They've had snowless Christmases before, but nevertheless expect the day to be white. The season isn't the same if it isn't a winter wonderland of snow, ice and profanity.

No. 1: "What will Santa land his sleigh on?"

No. 2: "We can't go sledding on Christmas."

No. 3: "Papa doesn't yell bad words at the snow blower."

No. 4: "Yeah, it isn't Christmas if Grammy doesn't lock him out of the house."

Speaking of torture, their grandmother is no help. Raised in eastern Canada, my wife insists that real Christmases have snow nine feet deep and that frostbite of the pancreas is the price carolers are willing to pay for spreading annoya— I mean cheer.

"One year the snow was 37 feet deep," she recalls with fondness. "Wolves ate the mailman right on our porch.

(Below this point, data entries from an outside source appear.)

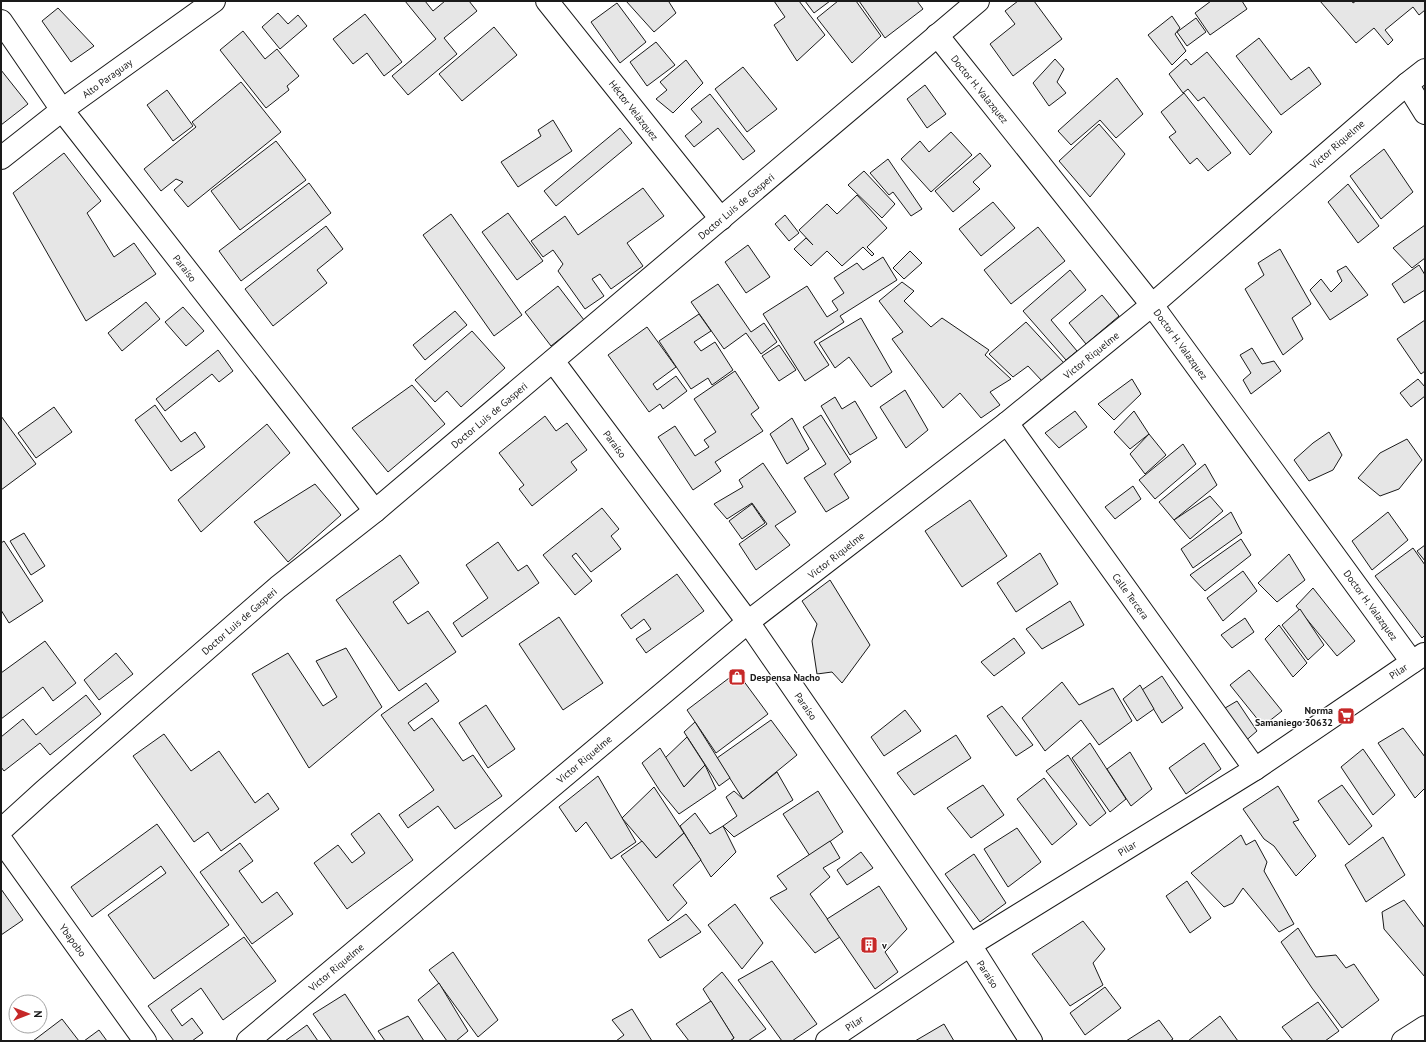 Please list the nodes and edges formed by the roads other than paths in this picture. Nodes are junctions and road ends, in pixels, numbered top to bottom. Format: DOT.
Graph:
graph roads {
  1 [pos="214,1"];
  2 [pos="547,1"];
  3 [pos="978,1"];
  4 [pos="1,21"];
  5 [pos="937,35"];
  6 [pos="1425,70"];
  7 [pos="1407,84"];
  8 [pos="62,110"];
  9 [pos="1425,113"];
  10 [pos="1,158"];
  11 [pos="721,219"];
  12 [pos="1152,305"];
  13 [pos="553,360"];
  14 [pos="1007,423"];
  15 [pos="375,511"];
  16 [pos="748,622"];
  17 [pos="1419,658"];
  18 [pos="1255,769"];
  19 [pos="1,830"];
  20 [pos="1,840"];
  21 [pos="970,945"];
  22 [pos="1425,1027"];
  23 [pos="145,1041"];
  24 [pos="248,1041"];
  25 [pos="827,1041"];
  26 [pos="1031,1041"];
  27 [pos="1403,1041"];
  1 -- 8 [label="street, Alto Paraguay"];
  2 -- 11 [label="street, Héctor Velázquez"];
  3 -- 5 [label="street, Doctor Luis de Gasperi"];
  4 -- 8 [label="street, Paraíso"];
  5 -- 11 [label="street, Doctor Luis de Gasperi"];
  5 -- 12 [label="street, Doctor H. Valazquez"];
  6 -- 7 [label="street, Victor Riquelme"];
  7 -- 9 [label="street"];
  7 -- 12 [label="street, Victor Riquelme"];
  8 -- 10 [label="street, Alto Paraguay"];
  8 -- 15 [label="street, Paraíso"];
  11 -- 13 [label="street, Doctor Luis de Gasperi"];
  12 -- 14 [label="street, Victor Riquelme"];
  12 -- 17 [label="street, Doctor H. Valazquez"];
  13 -- 15 [label="street, Doctor Luis de Gasperi"];
  13 -- 16 [label="street, Paraíso"];
  14 -- 16 [label="street, Victor Riquelme"];
  14 -- 18 [label="street, Calle Tercera"];
  15 -- 19 [label="street, Doctor Luis de Gasperi"];
  16 -- 21 [label="street, Paraíso"];
  16 -- 24 [label="street, Victor Riquelme"];
  17 -- 18 [label="street, Pilar"];
  18 -- 21 [label="street, Pilar"];
  20 -- 23 [label="street, Ybapobo"];
  21 -- 25 [label="street, Pilar"];
  21 -- 26 [label="street, Paraíso"];
  22 -- 27 [label="street"];
}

It was so Christmassy."

I get it. Everything about Christmas says snow. Even people who live in deserts and jungles expect Santa to be wearing a snowsuit and not a lavalava.

It's the fault of corporate conditioning. Santa doesn't wear flip-flops. He wears boots. Christmas trees are pines and fir, not palms and mangroves. And nobody ever tries to sell a flocked rubber tree.

Christmas lights are intended to reflect off snow-covered eves. A house with 10,000 lights and no snow doesn't say "Christmas." It says "casino."

Ninety-nine percent of all pictures of Christmas feature snow. No one looks at the Sahara Desert in December and automatically thinks of Santa Claus, carolers and dashing about in one-horse open sleigh.

Note: Yeah, I know that lots of places don't get snow for Christmas. I've lived in some of them. But we still sent out Christmas cards with pictures of snow and reindeer on them. No Christmas card company manufactures cards featuring dirt and Gila monsters.

Even most nativity scenes have piles of dirty snow in them. It seems odd given the birth of Jesus occurred in the Middle East, but look closely. The snow is actually sheep just standing in the background.

Google "Norman Rockwell Christmas" and you'll see that the great Americana illustrator's seasonal work is all about snow. It's a scene that doesn't register on the bottom half of the world.

I spent my LDS mission in South America. Down there the seasons are reversed. December is in the middle of summer. It's hard to think of what you want for Christmas when the temperature is 95 degrees. Add 90 percent humidity and it's hard to think at all.

One of the elders made himself a Santa suit to wear while giving presents out to the kids. The suit was heavy red material trimmed with cotton batting. That, a hat, boots and gloves got him heatstroke for Christmas.

All of this is made worse when normally there is snow for Christmas and suddenly there isn't. Obviously something has to be done in order to have the perfect day.

In an effort to make the day perfect for my grandkids, I bought a snow cone machine. If the weather fails to cooperate, I'll be ready.

If I turn down the thermostat and work through the night, I can at least make sure the front room is Christmassy.